[Stored data]
—————

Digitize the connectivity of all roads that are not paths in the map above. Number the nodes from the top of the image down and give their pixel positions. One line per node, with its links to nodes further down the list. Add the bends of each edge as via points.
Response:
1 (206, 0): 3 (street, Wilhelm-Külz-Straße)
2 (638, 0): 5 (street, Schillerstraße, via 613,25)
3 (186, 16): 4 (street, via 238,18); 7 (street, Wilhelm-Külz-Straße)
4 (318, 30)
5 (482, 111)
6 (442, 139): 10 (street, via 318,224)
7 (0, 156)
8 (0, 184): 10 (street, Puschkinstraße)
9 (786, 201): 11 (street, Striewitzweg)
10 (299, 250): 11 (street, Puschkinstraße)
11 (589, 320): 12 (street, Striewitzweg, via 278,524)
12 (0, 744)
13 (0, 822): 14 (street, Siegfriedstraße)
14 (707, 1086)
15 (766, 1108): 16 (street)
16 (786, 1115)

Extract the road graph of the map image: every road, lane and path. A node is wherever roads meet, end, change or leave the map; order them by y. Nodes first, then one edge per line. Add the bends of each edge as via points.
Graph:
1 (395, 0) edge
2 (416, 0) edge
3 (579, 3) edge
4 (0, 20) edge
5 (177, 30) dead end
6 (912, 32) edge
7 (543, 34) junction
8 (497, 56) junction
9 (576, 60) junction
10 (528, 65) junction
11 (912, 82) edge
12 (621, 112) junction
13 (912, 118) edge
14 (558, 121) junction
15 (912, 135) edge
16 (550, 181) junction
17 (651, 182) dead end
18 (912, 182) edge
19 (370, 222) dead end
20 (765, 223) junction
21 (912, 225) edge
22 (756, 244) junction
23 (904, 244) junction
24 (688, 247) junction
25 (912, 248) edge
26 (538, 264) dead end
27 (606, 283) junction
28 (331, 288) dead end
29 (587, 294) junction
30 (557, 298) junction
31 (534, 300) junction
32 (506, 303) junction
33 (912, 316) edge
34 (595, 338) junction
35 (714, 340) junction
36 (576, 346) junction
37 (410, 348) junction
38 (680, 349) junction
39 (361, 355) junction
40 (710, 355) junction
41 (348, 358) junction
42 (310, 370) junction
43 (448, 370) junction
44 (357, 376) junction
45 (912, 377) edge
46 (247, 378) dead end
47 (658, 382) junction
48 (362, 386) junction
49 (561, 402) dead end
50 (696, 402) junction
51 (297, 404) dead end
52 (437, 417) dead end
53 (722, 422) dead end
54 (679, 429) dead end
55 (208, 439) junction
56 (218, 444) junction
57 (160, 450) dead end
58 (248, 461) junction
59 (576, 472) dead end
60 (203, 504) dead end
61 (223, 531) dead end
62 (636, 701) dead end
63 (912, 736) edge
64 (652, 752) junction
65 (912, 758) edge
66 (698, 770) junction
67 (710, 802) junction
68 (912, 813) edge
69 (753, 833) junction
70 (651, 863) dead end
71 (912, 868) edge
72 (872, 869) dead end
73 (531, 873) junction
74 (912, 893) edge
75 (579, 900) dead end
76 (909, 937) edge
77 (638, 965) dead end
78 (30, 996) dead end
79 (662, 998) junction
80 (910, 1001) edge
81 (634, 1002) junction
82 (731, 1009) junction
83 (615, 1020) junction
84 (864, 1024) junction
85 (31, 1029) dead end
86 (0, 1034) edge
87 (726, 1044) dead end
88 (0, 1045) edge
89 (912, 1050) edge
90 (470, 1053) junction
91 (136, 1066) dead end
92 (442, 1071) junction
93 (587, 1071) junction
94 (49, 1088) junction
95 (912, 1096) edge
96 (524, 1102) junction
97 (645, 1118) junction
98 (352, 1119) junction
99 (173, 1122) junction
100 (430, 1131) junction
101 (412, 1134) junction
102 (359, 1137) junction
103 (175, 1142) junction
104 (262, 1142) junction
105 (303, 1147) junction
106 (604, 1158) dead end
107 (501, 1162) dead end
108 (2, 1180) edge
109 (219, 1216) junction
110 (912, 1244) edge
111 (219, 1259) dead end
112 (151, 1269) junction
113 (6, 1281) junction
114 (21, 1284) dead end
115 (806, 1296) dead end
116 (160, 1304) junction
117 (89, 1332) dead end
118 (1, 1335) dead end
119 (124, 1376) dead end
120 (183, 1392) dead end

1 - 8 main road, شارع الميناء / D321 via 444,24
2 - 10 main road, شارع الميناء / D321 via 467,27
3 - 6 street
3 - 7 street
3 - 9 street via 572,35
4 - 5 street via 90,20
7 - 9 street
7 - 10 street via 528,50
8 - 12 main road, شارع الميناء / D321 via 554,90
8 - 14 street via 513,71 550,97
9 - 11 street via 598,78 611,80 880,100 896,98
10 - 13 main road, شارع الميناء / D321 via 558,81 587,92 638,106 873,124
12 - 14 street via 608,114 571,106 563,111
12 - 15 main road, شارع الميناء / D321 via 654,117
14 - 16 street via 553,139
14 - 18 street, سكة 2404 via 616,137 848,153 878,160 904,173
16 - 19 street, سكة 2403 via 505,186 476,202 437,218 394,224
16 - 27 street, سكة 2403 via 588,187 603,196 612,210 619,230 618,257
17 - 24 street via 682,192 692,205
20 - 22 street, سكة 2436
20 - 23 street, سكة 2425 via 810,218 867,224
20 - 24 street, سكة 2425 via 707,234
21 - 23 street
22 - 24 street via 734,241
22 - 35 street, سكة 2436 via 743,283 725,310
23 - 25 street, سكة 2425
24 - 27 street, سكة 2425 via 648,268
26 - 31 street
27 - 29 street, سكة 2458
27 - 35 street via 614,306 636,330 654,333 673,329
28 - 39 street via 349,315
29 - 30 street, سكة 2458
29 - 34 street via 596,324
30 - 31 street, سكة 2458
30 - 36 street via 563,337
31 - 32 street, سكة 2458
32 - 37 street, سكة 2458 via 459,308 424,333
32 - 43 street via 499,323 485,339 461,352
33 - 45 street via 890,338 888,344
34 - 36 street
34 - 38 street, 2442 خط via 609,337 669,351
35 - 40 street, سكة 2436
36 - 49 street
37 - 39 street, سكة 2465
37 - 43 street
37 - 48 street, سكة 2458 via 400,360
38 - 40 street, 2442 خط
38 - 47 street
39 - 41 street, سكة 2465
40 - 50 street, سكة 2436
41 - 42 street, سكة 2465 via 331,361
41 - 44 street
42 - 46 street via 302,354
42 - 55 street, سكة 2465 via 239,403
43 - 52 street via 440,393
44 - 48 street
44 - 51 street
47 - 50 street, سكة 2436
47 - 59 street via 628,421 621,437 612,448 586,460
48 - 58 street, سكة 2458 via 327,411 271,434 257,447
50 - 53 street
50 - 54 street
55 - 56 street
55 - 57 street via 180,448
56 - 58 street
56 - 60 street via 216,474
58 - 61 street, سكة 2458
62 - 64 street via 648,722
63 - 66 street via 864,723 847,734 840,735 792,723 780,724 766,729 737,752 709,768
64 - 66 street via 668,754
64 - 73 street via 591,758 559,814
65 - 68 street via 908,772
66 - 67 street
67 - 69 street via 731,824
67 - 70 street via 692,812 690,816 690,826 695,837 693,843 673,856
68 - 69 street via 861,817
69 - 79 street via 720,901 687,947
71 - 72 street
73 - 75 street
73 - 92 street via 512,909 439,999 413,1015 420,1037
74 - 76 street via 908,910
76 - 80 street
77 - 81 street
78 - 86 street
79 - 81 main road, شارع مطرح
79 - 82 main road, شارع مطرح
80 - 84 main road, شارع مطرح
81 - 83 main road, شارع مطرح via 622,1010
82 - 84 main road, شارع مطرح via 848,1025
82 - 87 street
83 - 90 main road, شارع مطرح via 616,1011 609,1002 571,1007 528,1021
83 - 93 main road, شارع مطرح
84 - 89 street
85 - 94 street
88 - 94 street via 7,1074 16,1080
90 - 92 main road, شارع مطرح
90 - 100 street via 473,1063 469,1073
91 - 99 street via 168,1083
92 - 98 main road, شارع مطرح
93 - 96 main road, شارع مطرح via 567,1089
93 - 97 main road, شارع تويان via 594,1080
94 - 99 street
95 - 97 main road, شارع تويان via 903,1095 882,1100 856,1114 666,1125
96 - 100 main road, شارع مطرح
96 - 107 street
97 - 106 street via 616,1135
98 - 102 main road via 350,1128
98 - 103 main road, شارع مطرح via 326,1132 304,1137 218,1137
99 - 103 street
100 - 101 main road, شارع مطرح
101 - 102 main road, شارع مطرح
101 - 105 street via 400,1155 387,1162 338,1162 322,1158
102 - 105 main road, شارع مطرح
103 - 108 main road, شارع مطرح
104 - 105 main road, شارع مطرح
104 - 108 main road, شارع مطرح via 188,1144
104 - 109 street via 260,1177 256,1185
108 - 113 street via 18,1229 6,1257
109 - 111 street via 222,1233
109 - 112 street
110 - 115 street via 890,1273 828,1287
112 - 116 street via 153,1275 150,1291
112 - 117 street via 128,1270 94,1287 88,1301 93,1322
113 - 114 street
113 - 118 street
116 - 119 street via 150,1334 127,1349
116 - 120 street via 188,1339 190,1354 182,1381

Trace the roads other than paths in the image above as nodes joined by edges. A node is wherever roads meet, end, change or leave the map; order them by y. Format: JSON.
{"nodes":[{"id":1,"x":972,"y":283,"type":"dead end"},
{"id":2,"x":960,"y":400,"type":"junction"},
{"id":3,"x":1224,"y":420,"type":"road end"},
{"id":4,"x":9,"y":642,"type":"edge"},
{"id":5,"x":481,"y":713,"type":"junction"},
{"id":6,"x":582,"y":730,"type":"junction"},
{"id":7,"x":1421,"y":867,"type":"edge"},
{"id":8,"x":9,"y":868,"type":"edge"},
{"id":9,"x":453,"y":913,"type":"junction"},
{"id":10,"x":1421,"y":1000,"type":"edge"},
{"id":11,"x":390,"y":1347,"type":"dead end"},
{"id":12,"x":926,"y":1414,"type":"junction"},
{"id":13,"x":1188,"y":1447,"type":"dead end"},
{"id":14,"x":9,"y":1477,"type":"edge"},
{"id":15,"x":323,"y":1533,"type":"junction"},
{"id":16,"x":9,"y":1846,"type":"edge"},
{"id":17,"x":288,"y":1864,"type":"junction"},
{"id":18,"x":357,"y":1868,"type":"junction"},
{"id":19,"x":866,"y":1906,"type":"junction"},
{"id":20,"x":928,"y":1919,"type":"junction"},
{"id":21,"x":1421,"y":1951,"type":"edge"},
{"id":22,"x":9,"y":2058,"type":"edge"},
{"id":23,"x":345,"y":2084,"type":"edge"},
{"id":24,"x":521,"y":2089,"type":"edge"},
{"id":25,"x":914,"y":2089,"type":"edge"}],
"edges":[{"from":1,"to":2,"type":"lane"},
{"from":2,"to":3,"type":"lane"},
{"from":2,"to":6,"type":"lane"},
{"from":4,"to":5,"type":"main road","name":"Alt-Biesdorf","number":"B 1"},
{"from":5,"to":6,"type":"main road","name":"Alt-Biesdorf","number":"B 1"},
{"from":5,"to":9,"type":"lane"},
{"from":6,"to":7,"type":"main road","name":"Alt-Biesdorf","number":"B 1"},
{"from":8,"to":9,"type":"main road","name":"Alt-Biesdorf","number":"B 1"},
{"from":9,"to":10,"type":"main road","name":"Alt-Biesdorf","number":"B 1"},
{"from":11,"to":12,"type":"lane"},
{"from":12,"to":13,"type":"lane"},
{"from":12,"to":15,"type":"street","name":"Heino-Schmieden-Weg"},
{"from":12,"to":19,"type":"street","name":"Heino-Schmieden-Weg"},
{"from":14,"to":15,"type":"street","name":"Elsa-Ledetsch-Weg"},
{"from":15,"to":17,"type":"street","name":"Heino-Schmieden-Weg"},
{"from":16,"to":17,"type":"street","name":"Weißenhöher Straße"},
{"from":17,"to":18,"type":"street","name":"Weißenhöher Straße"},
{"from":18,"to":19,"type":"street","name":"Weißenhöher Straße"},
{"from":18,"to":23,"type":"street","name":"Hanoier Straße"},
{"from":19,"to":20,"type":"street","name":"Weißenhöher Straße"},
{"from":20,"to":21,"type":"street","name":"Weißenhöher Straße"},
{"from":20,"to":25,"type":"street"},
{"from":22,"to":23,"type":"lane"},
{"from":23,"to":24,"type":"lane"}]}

—————

:: Problem ::
Look above and repeat, character for character, the lines from the first one to the line with "Extract the road", counting both.

:: Task output ::
Digitize the connectivity of all roads that are not paths in the map above. Number the nodes from the top of the image down and give their pixel positions. One line per node, with its links to nodes further down the list. Add the bends of each edge as via points.
Response:
1 (206, 0): 3 (street, Wilhelm-Külz-Straße)
2 (638, 0): 5 (street, Schillerstraße, via 613,25)
3 (186, 16): 4 (street, via 238,18); 7 (street, Wilhelm-Külz-Straße)
4 (318, 30)
5 (482, 111)
6 (442, 139): 10 (street, via 318,224)
7 (0, 156)
8 (0, 184): 10 (street, Puschkinstraße)
9 (786, 201): 11 (street, Striewitzweg)
10 (299, 250): 11 (street, Puschkinstraße)
11 (589, 320): 12 (street, Striewitzweg, via 278,524)
12 (0, 744)
13 (0, 822): 14 (street, Siegfriedstraße)
14 (707, 1086)
15 (766, 1108): 16 (street)
16 (786, 1115)

Extract the road graph of the map image: every road, lane and path. A node is wherever roads meet, end, change or leave the map; order them by y. Nodes first, then one edge per line. Add the bends of each edge as via points.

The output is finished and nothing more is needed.